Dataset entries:
++++++++++++++++++++

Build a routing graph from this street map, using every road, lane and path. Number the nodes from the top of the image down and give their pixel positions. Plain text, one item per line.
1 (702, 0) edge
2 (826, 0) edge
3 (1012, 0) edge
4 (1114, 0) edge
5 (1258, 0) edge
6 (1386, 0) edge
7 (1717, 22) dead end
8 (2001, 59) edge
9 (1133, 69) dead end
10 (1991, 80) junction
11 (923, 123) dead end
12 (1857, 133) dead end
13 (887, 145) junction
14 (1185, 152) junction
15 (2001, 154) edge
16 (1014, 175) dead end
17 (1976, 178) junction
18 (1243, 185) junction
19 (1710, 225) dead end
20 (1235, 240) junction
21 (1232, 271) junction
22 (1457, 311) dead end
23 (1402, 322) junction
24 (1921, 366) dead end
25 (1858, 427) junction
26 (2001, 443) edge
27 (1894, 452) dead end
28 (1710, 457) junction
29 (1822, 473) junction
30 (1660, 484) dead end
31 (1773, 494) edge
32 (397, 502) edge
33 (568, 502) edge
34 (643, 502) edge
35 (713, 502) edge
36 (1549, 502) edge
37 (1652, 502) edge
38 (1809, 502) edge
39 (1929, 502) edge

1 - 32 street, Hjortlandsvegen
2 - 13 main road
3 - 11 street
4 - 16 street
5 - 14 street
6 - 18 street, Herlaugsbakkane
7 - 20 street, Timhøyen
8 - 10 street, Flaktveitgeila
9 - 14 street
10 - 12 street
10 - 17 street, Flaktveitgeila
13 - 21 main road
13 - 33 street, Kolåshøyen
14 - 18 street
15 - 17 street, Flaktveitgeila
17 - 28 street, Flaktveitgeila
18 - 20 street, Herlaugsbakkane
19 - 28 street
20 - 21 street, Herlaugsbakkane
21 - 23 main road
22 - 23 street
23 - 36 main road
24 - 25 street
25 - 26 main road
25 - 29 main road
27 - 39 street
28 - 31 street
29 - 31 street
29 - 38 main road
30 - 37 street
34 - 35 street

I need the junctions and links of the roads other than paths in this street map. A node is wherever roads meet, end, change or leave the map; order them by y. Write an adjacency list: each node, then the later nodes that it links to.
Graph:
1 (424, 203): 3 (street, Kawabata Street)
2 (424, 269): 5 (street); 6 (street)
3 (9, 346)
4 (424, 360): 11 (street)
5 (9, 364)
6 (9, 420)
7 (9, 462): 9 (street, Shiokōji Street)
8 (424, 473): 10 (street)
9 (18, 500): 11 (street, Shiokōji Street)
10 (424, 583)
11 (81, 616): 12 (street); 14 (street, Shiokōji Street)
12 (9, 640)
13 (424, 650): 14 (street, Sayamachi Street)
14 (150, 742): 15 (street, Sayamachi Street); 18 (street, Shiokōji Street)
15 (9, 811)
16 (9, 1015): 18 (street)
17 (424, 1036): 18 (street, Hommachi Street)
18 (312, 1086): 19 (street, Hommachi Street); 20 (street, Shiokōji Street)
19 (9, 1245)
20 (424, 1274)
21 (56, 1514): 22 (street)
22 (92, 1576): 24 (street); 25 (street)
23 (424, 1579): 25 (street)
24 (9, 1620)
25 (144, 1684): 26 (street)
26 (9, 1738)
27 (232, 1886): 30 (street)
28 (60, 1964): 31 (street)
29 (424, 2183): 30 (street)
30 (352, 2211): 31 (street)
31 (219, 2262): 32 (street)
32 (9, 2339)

++++++++++++++++++++

■ TASK STATEMENT ■
Respond with nothing but the number of lines in the entries that contain the string "dead".

■ ANSWER SECTION ■
10